Jumat, 22 November 2024

Guru Besar IPB: Hilirisasi Industri Sawit Harus Berpedoman pada SDGs

Laporan oleh Farid Kusuma
Bagikan
Ilustrasi industri kelapa sawit. Foto: Antara

Airlangga Hartarto Menteri Koordinator bidang Perekonomian menyatakan, Pemerintah terus mendorong industri sawit berkelanjutan dari hulu hingga hilir.

Menurutnya, industri sawit penting bagi perekonomian Indonesia dengan kinerja perdagangan yang terus meningkat. Industri itu juga melibatkan banyak pelaku usaha dari berbagai kelompok ekonomi.

“Pengembangan industri hilir juga merupakan upaya strategis untuk meningkatkan nilai tambah industri kelapa sawit agar tidak hanya terkonsentrasi pada bahan baku, tapi perlu terus didorong ke industri hilir bahkan sampai produk akhir. Dengan upaya itu, nilai tambah tentunya akan berada di dalam negeri,” ujarnya di Jakarta, Jumat (21/10/2022).

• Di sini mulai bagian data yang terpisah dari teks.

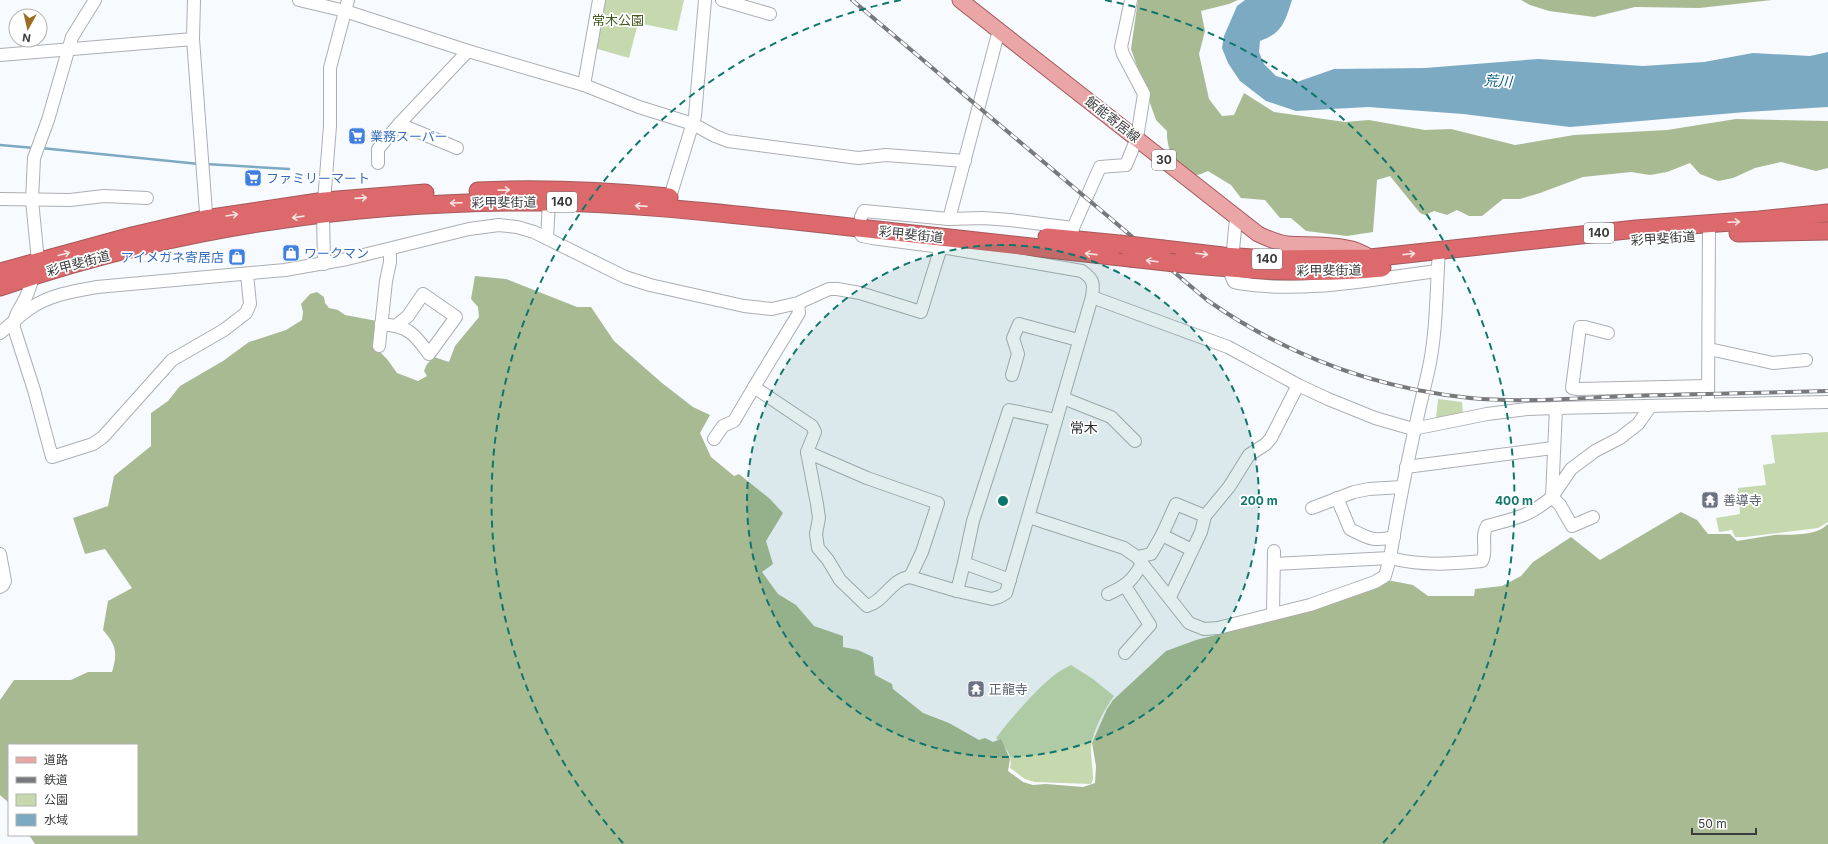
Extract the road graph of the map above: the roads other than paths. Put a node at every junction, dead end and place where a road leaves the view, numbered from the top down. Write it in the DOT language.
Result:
graph roads {
  1 [pos="95,0"];
  2 [pos="194,0"];
  3 [pos="300,0"];
  4 [pos="598,0"];
  5 [pos="705,0"];
  6 [pos="722,0"];
  7 [pos="960,0"];
  8 [pos="1130,0"];
  9 [pos="346,5"];
  10 [pos="770,14"];
  11 [pos="999,30"];
  12 [pos="193,39"];
  13 [pos="68,49"];
  14 [pos="468,51"];
  15 [pos="0,55"];
  16 [pos="584,85"];
  17 [pos="399,124"];
  18 [pos="692,124"];
  19 [pos="1137,138"];
  20 [pos="457,148"];
  21 [pos="965,161"];
  22 [pos="378,163"];
  23 [pos="670,197"];
  24 [pos="147,198"];
  25 [pos="0,199"];
  26 [pos="32,200"];
  27 [pos="549,202"];
  28 [pos="324,207"];
  29 [pos="1828,213"];
  30 [pos="949,218"];
  31 [pos="1236,218"];
  32 [pos="1828,221"];
  33 [pos="859,222"];
  34 [pos="207,225"];
  35 [pos="1761,226"];
  36 [pos="1828,227"];
  37 [pos="1709,229"];
  38 [pos="1828,231"];
  39 [pos="547,238"];
  40 [pos="941,247"];
  41 [pos="390,249"];
  42 [pos="1233,250"];
  43 [pos="1438,262"];
  44 [pos="1371,263"];
  45 [pos="324,264"];
  46 [pos="36,268"];
  47 [pos="0,272"];
  48 [pos="247,274"];
  49 [pos="1231,275"];
  50 [pos="0,287"];
  51 [pos="1092,297"];
  52 [pos="798,303"];
  53 [pos="14,321"];
  54 [pos="381,324"];
  55 [pos="397,325"];
  56 [pos="0,333"];
  57 [pos="1608,333"];
  58 [pos="1078,340"];
  59 [pos="379,346"];
  60 [pos="1709,349"];
  61 [pos="1806,360"];
  62 [pos="1012,375"];
  63 [pos="1298,385"];
  64 [pos="1708,386"];
  65 [pos="754,387"];
  66 [pos="1063,398"];
  67 [pos="1828,402"];
  68 [pos="1708,405"];
  69 [pos="1650,407"];
  70 [pos="1556,408"];
  71 [pos="1056,420"];
  72 [pos="1414,429"];
  73 [pos="714,438"];
  74 [pos="1135,441"];
  75 [pos="1553,448"];
  76 [pos="807,452"];
  77 [pos="1406,467"];
  78 [pos="1402,487"];
  79 [pos="1552,497"];
  80 [pos="1337,498"];
  81 [pos="1312,508"];
  82 [pos="1205,516"];
  83 [pos="1029,517"];
  84 [pos="1593,517"];
  85 [pos="1162,536"];
  86 [pos="1394,537"];
  87 [pos="1192,550"];
  88 [pos="1274,551"];
  89 [pos="0,554"];
  90 [pos="1390,558"];
  91 [pos="1140,561"];
  92 [pos="964,563"];
  93 [pos="1274,564"];
  94 [pos="910,576"];
  95 [pos="1010,580"];
  96 [pos="1125,586"];
  97 [pos="0,587"];
  98 [pos="957,591"];
  99 [pos="1108,594"];
  100 [pos="1170,597"];
  101 [pos="1273,614"];
  102 [pos="1125,654"];
  1 -- 13 [label="street"];
  2 -- 12 [label="street"];
  3 -- 9 [label="street"];
  4 -- 16 [label="street"];
  5 -- 18 [label="street"];
  6 -- 10 [label="street"];
  7 -- 11 [label="main road, 飯能寄居線 / 30"];
  8 -- 19 [label="street"];
  9 -- 14 [label="street"];
  9 -- 28 [label="street"];
  11 -- 19 [label="main road, 飯能寄居線 / 30"];
  11 -- 21 [label="street"];
  12 -- 13 [label="street"];
  12 -- 34 [label="street"];
  13 -- 15 [label="street"];
  13 -- 26 [label="street"];
  14 -- 16 [label="street"];
  14 -- 17 [label="street"];
  16 -- 18 [label="street"];
  17 -- 20 [label="street"];
  17 -- 22 [label="street"];
  18 -- 21 [label="street"];
  18 -- 23 [label="street"];
  19 -- 30 [label="street"];
  19 -- 31 [label="main road, 飯能寄居線 / 30"];
  21 -- 30 [label="street"];
  28 -- 23 [label="highway, 彩甲斐街道 / 140, one-way"];
  23 -- 33 [label="highway, 彩甲斐街道 / 140"];
  24 -- 26 [label="street"];
  25 -- 26 [label="street"];
  26 -- 46 [label="street"];
  27 -- 28 [label="highway, 彩甲斐街道 / 140, one-way"];
  33 -- 27 [label="highway, 彩甲斐街道 / 140, one-way"];
  27 -- 39 [label="street"];
  28 -- 34 [label="highway, 彩甲斐街道 / 140"];
  28 -- 45 [label="street"];
  29 -- 35 [label="highway, 彩甲斐街道 / 140"];
  30 -- 33 [label="street"];
  31 -- 42 [label="street"];
  31 -- 44 [label="main road, 飯能寄居線 / 30"];
  32 -- 35 [label="highway, 140"];
  33 -- 40 [label="street"];
  33 -- 44 [label="highway, 彩甲斐街道 / 140, one-way, bridge"];
  44 -- 33 [label="highway, 彩甲斐街道 / 140, one-way, bridge"];
  34 -- 46 [label="highway, 彩甲斐街道 / 140"];
  35 -- 36 [label="highway, 140"];
  35 -- 37 [label="highway, 彩甲斐街道 / 140"];
  35 -- 38 [label="highway, 彩甲斐街道 / 140"];
  37 -- 43 [label="highway, 彩甲斐街道 / 140"];
  37 -- 60 [label="street"];
  39 -- 41 [label="street"];
  39 -- 52 [label="street"];
  40 -- 51 [label="street"];
  40 -- 52 [label="street"];
  41 -- 45 [label="street"];
  41 -- 54 [label="street"];
  43 -- 44 [label="highway, 彩甲斐街道 / 140"];
  43 -- 49 [label="street"];
  43 -- 72 [label="street"];
  45 -- 48 [label="street"];
  46 -- 47 [label="highway, 彩甲斐街道 / 140"];
  46 -- 50 [label="highway, 彩甲斐街道 / 140"];
  46 -- 53 [label="street"];
  48 -- 53 [label="street"];
  48 -- 53 [label="street"];
  51 -- 58 [label="street"];
  51 -- 63 [label="street"];
  52 -- 65 [label="street"];
  53 -- 56 [label="street"];
  54 -- 55 [label="street"];
  54 -- 59 [label="street"];
  55 -- 55 [label="street"];
  57 -- 64 [label="street"];
  58 -- 62 [label="street"];
  58 -- 66 [label="street"];
  60 -- 61 [label="street"];
  60 -- 64 [label="street"];
  63 -- 72 [label="street"];
  63 -- 82 [label="street"];
  64 -- 68 [label="street"];
  65 -- 73 [label="street"];
  65 -- 76 [label="street"];
  66 -- 71 [label="street"];
  66 -- 74 [label="street"];
  67 -- 68 [label="street"];
  68 -- 69 [label="street"];
  69 -- 70 [label="street"];
  69 -- 79 [label="street"];
  70 -- 72 [label="street"];
  70 -- 75 [label="street"];
  71 -- 83 [label="street"];
  71 -- 92 [label="street"];
  72 -- 77 [label="street"];
  75 -- 77 [label="street"];
  75 -- 79 [label="street"];
  76 -- 94 [label="street"];
  76 -- 94 [label="street"];
  77 -- 78 [label="street"];
  78 -- 80 [label="street"];
  78 -- 86 [label="street"];
  79 -- 84 [label="street"];
  79 -- 90 [label="street"];
  80 -- 81 [label="street"];
  80 -- 86 [label="street"];
  82 -- 85 [label="street"];
  82 -- 87 [label="street"];
  83 -- 91 [label="street"];
  83 -- 95 [label="street"];
  85 -- 87 [label="street"];
  85 -- 91 [label="street"];
  86 -- 90 [label="street"];
  87 -- 100 [label="street"];
  88 -- 93 [label="street"];
  89 -- 97 [label="street"];
  90 -- 93 [label="street"];
  90 -- 101 [label="street"];
  91 -- 96 [label="street"];
  91 -- 100 [label="street"];
  92 -- 95 [label="street"];
  92 -- 98 [label="street"];
  93 -- 101 [label="street"];
  94 -- 98 [label="street"];
  95 -- 98 [label="street"];
  96 -- 99 [label="street"];
  96 -- 102 [label="street"];
  100 -- 101 [label="street"];
}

Rachmat Pambudy Guru besar IPB University menilai, hilirisasai industri sawit berkelanjutan perlu berpegang pada Sustainable Development Goals (SDGs).

Beberapa di antaranya adalah pembangunan tanpa kemiskinan, tanpa kelaparan, kehidupan sehat dan sejahtera, energi bersih dan terjangkau, penanganan perubahan iklim, serta berkurangnya kesenjangan.

“Pembangunan berkelanjutan harus ada payung besarnya yaitu Sustainable Development Goals. Sawit juga diarahkan ke sana,” ujarnya kepada wartawan, Jumat (21/10/2022).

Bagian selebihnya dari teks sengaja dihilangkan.